Europe calls for more powers for data protection watchdog | 12 August 10

COMPANIES and organisations face the prospect of random spot checks and more compensation claims after Europe called for the UK’s data protection watchdog to be given greater powers.

As of April this year, the Information Commissioner’s Office (ICO), has been able to impose fines of up to £500,000 for serious breaches of data protection.

However, experts at leading North law firm Ward Hadaway have warned that those powers could be extended still further.

Judy Baker, partner and head of data protection at Ward Hadaway, says that the European Commission has asked the Government to strengthen the ICO’s powers, allowing it to carry out random spot checks and giving individuals greater rights to pursue compensation for ‘moral’ damage when their personal data is used inappropriately.

Judy explained: “This request has come in the form of what is known as a Reasoned Opinion from the European Commission, and is the latest stage in the EC’s ongoing infringement procedures against the UK.

“It is a formal request to the UK to comply with EU law. The EC believes that the Data Protection Act, which brought in the ICO’s powers, does not implement the EU Data Protection Directive adequately: the UK rules are curtailed in several ways, leaving the standard of protection lower than required under EU rules.

“As a result, the UK now has until the end of August to inform the EC of measures taken to ensure full compliance with the EU Directive, which could significantly alter the landscape of data protection in the UK.”

The EC has cited the following limitations as needing to be remedied:

  • The ICO can neither perform random checks on people/organisations using or processing personal data, nor enforce penalties following the checks.
  • The right to compensation for moral damage when personal information is used inappropriately is restricted. Currently compensation can only be claimed where there has been some form of financial loss; compensation for distress alone is available only in very narrow circumstances.
  • The UK courts can refuse the right to have personal data rectified or erased.
  • The ICO cannot monitor whether third countries’ data protection is adequate. The EC says these assessments should come before international transfers of personal information. Currently, the ICO does not pre-approve exports of personal data to countries outside the European Economic Area; compliance is left to organisations to determine themselves.

Judy Baker said: “The EC has urged the UK to change its rules swiftly so that the ICO is able to perform its duties with absolute clarity about the rules. In its view ‘having a watchdog with insufficient powers is like keeping your guard dog tied up in the basement’.

“If, by the end of August, steps have not been taken to strengthen the ICO’s powers, the EC may refer the UK government to the European Court of Justice.”

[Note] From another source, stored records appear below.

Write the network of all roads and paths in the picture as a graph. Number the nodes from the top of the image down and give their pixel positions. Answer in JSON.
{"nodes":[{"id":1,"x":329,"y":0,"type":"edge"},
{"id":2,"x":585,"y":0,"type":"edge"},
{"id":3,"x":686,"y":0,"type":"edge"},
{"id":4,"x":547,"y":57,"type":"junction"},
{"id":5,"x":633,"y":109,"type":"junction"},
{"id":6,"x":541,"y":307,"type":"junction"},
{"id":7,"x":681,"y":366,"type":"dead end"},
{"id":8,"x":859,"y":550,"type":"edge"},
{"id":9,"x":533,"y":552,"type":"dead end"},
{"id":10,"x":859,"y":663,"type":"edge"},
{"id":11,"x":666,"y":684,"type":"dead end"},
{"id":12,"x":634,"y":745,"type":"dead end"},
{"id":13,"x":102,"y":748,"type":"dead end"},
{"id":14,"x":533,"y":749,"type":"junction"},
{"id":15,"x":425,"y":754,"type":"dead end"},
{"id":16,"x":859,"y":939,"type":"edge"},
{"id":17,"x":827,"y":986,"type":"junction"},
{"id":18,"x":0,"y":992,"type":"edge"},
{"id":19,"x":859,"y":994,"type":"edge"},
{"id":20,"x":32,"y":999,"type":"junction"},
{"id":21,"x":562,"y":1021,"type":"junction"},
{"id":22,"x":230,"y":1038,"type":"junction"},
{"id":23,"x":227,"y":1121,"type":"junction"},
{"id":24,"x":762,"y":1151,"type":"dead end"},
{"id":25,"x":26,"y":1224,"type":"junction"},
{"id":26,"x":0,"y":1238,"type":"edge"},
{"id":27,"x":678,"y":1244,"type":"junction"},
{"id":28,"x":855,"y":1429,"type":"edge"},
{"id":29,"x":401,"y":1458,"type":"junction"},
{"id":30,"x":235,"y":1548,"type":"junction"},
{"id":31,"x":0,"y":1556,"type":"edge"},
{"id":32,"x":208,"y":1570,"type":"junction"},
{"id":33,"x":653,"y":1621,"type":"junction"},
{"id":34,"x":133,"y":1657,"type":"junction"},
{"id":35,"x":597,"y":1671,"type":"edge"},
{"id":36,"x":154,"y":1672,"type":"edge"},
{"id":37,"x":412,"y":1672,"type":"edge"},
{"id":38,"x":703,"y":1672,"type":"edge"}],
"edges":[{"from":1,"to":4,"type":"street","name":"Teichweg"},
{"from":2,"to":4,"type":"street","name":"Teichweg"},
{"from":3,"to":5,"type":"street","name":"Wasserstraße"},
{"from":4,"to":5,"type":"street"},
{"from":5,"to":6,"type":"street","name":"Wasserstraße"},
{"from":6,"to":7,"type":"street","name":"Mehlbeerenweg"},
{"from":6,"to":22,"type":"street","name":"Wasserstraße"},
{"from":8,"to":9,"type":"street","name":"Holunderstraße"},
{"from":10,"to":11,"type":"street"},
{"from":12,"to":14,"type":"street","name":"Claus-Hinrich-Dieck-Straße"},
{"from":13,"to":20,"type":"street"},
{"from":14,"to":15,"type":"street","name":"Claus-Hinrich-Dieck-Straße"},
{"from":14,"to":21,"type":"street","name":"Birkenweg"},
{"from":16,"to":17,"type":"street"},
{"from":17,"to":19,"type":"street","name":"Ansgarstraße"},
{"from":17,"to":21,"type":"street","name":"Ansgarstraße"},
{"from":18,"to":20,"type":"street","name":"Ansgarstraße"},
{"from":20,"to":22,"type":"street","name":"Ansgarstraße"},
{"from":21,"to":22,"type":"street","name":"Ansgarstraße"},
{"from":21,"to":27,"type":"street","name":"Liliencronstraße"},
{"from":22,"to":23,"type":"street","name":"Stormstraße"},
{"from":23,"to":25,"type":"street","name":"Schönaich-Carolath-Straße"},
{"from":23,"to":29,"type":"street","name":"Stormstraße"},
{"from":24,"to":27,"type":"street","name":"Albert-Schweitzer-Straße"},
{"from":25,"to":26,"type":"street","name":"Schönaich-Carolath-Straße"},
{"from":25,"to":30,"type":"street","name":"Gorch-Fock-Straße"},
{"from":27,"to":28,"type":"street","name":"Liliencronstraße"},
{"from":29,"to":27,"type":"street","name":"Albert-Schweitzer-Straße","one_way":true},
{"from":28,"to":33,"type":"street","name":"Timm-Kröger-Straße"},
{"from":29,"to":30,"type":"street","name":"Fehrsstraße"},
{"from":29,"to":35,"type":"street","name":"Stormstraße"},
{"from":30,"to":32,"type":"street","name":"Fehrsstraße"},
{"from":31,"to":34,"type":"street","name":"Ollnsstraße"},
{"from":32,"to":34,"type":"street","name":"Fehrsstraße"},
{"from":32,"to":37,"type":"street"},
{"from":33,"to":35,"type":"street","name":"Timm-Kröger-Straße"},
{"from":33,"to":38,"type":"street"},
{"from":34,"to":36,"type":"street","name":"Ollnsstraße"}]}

The prospect of random ICO spot-checks and the widening of the scope for individuals to take action over breaches of their personal data is likely to make the biggest difference to the way which companies and organisations approach the issue of data protection.

Judy said: “The wider implications of the EU’s proposed changes are likely to be felt by organisations processing personal data across the UK.

“Coupled with the new powers of the ICO to levy fines of up to £500,000 for serious data breaches, organisations will have to take greater care than ever before to ensure compliance with data protection law.”

Ward Hadaway advises a range of organisations in the private and public sectors on data protection issues and on ways they can minimise the danger of breaches.

Judy said: “If these changes are implemented as the EC intends, organisations will be more vulnerable to actions by either the ICO, individuals or both. Organisations really need to address the issue as a matter of urgency.”